Facilities are limited in this less developed area, so if you want to stay in small pensões or even hunt for rooms in local houses, plan ahead or arrive early.
The Atlantic waters along this coast are never warm, but on hot summer days they’re just what is needed after a spell of sunbathing. The water is often warmer toward the end of the summer, or even as late as October.
Make sure to sample fresh fish, grilled simply in a local restaurant.
With its huge variety of natural scenery and a swashbuckling history, Portugal is a wonderful place for the romantically inclined—whether lone daydreamers, honeymooners, or inseparable couples.
Day 1: Sintra
There’s nowhere in Portugal more Romantic in the aesthetic sense of the word than Sintra. In the 19th century this royal retreat was Europe’s first center of Romantic architecture; the pioneering approach to landscaping evident in its lush gardens also help underpin its status as a World Heritage Site.
Day 2: Óbidos
This postcard-perfect hilltop village wows couples, who are almost as charmed by its flower-bedecked houses and stone battlements as they are by each other. A fairy-tale castle that is also a pousada (a luxury hotel) completes the scene.
Day 3: Alcobaça
Continue north for your first encounter with Pedro and Inês, star-crossed protagonists of one of history’s great true-life love stories. The gorgeous 12th-century monastery at Alcobaça contains their tombs: placed so that on Judgment Day the first thing they would see on rising from the grave would be each other.
Day 4: Tomar
Head northeast for Tomar, once the headquarters of the Knights Templar.
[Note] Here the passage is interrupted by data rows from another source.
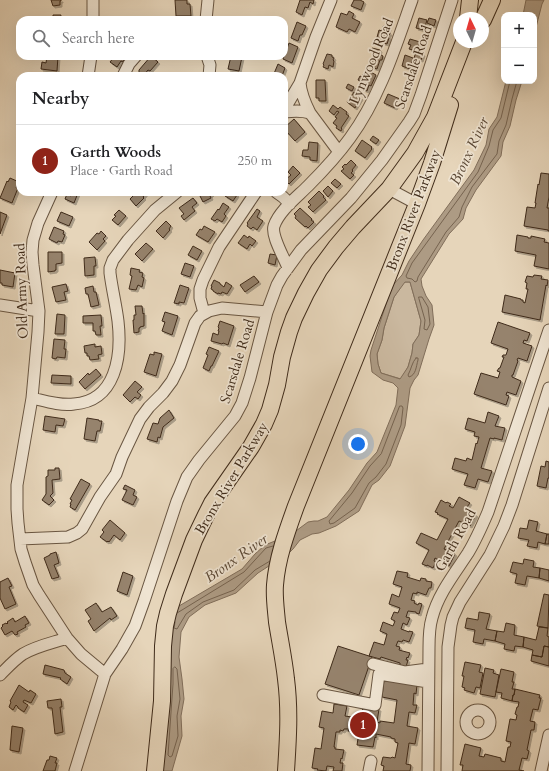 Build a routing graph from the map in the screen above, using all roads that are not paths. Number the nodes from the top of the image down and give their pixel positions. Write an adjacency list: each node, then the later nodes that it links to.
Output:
1 (93, 0): 12 (street)
2 (208, 0): 13 (street)
3 (331, 0): 24 (street)
4 (412, 0): 28 (street, Lynwood Road)
5 (452, 0): 37 (street, Scarsdale Road)
6 (470, 0): 9 (highway)
7 (484, 0): 10 (highway)
8 (492, 0): 11 (highway)
9 (469, 12)
10 (478, 12)
11 (487, 12)
12 (93, 16)
13 (206, 16)
14 (458, 48): 23 (highway)
15 (462, 48): 23 (highway, Bronx River Parkway)
16 (471, 48): 35 (highway, Bronx River Parkway)
17 (90, 60): 20 (street)
18 (133, 60): 21 (street)
19 (208, 60): 22 (street)
20 (89, 72)
21 (124, 72)
22 (209, 72)
23 (450, 79): 29 (highway, Bronx River Parkway)
24 (300, 83): 25 (street); 27 (street)
25 (288, 104)
26 (288, 111): 27 (street)
27 (310, 113): 28 (street)
28 (339, 152): 34 (street, Lynwood Road)
29 (389, 189): 35 (street); 60 (highway, Bronx River Parkway)
30 (50, 196): 40 (street, Old Army Road)
31 (172, 196): 45 (street)
32 (253, 196): 42 (street)
33 (282, 196): 34 (street)
34 (290, 204): 36 (street, Lynwood Road)
35 (417, 204): 61 (highway, Bronx River Parkway)
36 (278, 246): 37 (street); 38 (street, Lynwood Road)
37 (303, 248): 38 (street, Scarsdale Road)
38 (288, 268): 41 (street, Scarsdale Road)
39 (0, 305): 40 (street)
40 (39, 311): 45 (street, Old Army Road)
41 (267, 312): 42 (street); 52 (street, Scarsdale Road)
42 (204, 313): 48 (street)
43 (549, 330): 46 (street, Garth Road)
44 (549, 388): 47 (street)
45 (32, 398): 48 (street, Old Army Road)
46 (493, 499): 47 (street); 51 (street, Garth Road)
47 (512, 504): 57 (street)
48 (20, 539): 49 (street, Old Army Road)
49 (67, 638): 52 (street, Old Army Road); 53 (street)
50 (373, 664): 51 (street)
51 (428, 669): 54 (street, Garth Road)
52 (105, 674): 59 (street, Scarsdale Road)
53 (0, 675)
54 (428, 682): 55 (street); 62 (street, Garth Road)
55 (323, 695)
56 (467, 721): 57 (street)
57 (447, 722): 63 (street)
58 (549, 735): 64 (street)
59 (75, 771)
60 (155, 771)
61 (286, 771)
62 (428, 771)
63 (447, 771)
64 (541, 771)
Their remarkable Convento de Cristo is studded with over-the-top architectural features; the grounds afford wonderful views and are the perfect place for romantic musings.
Day 5: Coimbra
There are more links to Portugal’s most famous love story at Coimbra, where Pedro and his lover dallied at the Quinta da Lágrimas (today a luxury hotel and spa with a renowned restaurant) and Inês was later shut up in the now ruined convent of Santa Clara-a-Velha. At night, try to get to a fado venue. Unlike the Lisbon fado, the local style here developed from medieval troubadour music and was traditionally sung by male students at the university, often to serenade lovers.
Day 6: Penacova
Head up the River Mondego toward Penacova, a small town that affords breathtaking views. There are more thrills nearby in the form of opportunities to go hiking or kayaking. For something a little calmer, visit the medieval monastery at Lorveiro, a place that seems frozen in time.
Day 7: Buçaco
With its neo-Gothic touches and cod medieval decor, the former royal hunting lodge at Buçaco is a uniquely atmospheric place for a meal or to stay. Marked trails here lead into the cool green depths of a dense forest where you might see elves at any moment. Climb all the way up to the Alta Cruz and you’re rewarded with fine views.
Both Óbidos and Alcobaça are centers for the production of ginjinha, a liqueur made from the ginja, or sour cherry. Make sure you try it. In some bars, it may be served in cups made of chocolate—to be eaten afterward, obviously!
History buffs won’t want to miss a visit to Conimbriga, Portugal’s largest Roman site, where you can easily spend a couple of hours wandering the mainly outdoor ruins. Open daily, it’s served by a bus from downtown Coimbra.
The west of Portugal can be notably chilly and damp between November and February, particularly in hilly or forested areas. So dress warmly and check in advance whether your lodgings have heating.